## ACTIVITY
Where does the word "linecap" show up in the records? Copy every line that holds it.

## MATERIAL PROVIDED

▼▼▼

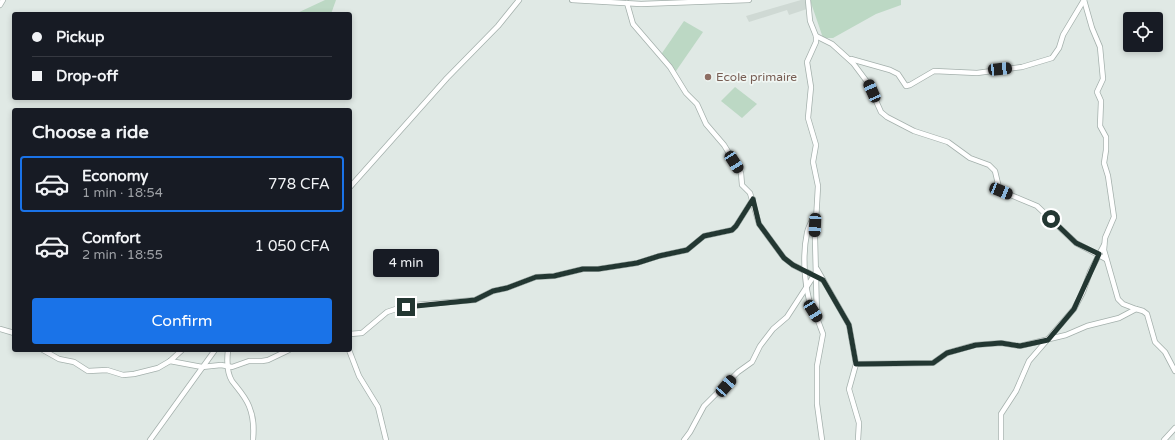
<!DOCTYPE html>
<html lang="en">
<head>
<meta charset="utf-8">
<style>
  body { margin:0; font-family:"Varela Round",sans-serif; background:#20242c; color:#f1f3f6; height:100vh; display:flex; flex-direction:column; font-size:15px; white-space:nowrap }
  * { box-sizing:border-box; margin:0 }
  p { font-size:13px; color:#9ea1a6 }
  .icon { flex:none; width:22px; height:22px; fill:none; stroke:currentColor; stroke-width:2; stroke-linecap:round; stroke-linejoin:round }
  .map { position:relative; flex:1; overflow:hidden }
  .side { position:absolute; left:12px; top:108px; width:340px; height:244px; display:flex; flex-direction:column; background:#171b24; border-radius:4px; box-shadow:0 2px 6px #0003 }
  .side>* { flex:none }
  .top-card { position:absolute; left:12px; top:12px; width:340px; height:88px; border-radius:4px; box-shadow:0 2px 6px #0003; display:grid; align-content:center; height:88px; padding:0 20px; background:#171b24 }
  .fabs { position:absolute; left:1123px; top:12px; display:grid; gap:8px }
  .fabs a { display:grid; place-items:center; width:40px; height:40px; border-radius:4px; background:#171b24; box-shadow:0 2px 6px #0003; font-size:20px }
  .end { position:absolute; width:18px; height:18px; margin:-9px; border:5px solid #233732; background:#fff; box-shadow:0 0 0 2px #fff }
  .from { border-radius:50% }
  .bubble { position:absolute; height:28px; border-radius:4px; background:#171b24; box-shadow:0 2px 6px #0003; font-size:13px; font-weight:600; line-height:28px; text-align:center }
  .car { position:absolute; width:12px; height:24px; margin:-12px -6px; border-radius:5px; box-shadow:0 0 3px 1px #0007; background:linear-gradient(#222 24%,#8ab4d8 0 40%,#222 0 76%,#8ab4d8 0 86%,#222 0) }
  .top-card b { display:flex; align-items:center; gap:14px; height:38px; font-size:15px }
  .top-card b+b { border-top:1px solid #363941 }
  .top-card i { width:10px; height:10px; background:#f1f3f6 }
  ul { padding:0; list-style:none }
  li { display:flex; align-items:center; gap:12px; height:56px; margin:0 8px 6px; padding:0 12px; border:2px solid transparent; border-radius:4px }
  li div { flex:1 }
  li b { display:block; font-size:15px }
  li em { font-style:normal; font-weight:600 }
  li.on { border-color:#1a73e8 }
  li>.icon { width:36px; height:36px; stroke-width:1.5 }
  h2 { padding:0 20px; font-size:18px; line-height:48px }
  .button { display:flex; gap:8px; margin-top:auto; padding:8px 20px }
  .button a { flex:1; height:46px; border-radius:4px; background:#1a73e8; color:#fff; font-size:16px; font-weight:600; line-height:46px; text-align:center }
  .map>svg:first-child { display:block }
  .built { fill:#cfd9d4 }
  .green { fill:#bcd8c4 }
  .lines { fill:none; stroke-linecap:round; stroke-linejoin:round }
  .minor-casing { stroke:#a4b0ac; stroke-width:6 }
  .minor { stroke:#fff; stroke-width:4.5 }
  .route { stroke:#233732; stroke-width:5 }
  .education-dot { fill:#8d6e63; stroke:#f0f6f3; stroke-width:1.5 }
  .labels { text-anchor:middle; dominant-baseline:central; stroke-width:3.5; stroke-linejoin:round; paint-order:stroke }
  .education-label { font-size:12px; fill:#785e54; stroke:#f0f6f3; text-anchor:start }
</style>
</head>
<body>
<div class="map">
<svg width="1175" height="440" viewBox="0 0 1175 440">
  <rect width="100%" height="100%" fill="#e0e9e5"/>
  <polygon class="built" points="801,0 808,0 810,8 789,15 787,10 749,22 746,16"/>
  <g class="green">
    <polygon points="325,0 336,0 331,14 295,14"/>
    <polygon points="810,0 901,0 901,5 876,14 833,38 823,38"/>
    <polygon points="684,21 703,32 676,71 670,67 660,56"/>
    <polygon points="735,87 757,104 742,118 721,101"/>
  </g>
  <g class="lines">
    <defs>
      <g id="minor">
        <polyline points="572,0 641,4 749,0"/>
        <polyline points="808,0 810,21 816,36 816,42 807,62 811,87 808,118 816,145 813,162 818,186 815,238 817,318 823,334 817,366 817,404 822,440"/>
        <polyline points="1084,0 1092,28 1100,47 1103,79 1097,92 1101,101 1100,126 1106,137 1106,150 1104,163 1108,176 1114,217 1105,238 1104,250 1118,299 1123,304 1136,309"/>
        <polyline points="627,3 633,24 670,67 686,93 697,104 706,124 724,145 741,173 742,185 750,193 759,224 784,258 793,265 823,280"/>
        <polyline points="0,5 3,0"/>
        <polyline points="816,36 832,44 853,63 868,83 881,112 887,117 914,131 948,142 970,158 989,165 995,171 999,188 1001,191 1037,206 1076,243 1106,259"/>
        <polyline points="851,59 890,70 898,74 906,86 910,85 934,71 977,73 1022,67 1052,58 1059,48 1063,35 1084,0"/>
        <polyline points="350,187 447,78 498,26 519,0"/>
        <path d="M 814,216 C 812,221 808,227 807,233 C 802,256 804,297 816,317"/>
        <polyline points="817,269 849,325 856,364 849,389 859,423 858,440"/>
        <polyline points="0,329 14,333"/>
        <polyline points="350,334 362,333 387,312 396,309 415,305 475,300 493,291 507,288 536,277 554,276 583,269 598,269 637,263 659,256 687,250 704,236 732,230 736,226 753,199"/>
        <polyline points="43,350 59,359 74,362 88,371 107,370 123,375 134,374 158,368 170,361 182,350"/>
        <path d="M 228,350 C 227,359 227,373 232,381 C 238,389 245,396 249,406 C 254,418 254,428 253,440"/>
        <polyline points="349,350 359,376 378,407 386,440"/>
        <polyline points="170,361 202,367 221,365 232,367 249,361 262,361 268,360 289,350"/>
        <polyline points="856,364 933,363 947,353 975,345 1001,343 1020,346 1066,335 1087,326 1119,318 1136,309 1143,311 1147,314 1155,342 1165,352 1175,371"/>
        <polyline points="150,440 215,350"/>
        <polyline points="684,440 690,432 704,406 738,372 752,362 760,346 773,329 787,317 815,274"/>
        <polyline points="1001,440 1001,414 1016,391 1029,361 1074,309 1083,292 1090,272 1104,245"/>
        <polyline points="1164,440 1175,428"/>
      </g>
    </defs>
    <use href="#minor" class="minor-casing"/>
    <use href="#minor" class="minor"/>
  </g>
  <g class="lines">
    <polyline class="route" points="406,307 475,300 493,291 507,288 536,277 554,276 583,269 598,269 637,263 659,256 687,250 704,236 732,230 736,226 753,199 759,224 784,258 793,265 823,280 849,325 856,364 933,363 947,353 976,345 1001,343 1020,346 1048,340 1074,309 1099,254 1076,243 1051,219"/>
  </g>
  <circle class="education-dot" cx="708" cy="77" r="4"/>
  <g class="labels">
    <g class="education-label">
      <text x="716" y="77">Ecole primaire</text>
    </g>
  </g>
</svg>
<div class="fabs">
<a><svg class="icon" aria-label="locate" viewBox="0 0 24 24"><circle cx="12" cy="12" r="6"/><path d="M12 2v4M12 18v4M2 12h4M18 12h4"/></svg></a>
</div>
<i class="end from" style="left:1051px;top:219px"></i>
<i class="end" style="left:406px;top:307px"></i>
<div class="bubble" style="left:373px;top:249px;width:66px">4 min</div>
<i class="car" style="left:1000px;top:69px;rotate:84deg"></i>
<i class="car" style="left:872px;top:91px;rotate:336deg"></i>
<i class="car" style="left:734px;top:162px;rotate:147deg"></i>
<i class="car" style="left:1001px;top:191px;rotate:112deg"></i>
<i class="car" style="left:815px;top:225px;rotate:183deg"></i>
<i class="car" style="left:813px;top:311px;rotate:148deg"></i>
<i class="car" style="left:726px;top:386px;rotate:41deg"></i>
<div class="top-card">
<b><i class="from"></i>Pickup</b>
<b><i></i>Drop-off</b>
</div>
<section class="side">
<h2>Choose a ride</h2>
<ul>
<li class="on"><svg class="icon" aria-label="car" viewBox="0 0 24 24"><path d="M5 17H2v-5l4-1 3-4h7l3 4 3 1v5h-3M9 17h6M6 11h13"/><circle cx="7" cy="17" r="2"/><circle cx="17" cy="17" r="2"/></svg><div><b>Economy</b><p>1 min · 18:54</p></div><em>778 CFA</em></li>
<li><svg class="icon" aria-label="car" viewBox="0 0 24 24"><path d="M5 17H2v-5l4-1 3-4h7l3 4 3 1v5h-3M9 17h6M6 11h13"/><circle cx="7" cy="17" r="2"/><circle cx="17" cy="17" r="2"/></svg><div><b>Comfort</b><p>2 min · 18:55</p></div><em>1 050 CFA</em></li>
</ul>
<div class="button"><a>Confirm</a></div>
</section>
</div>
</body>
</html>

▲▲▲

## REPLY
  .icon { flex:none; width:22px; height:22px; fill:none; stroke:currentColor; stroke-width:2; stroke-linecap:round; stroke-linejoin:round }
  .lines { fill:none; stroke-linecap:round; stroke-linejoin:round }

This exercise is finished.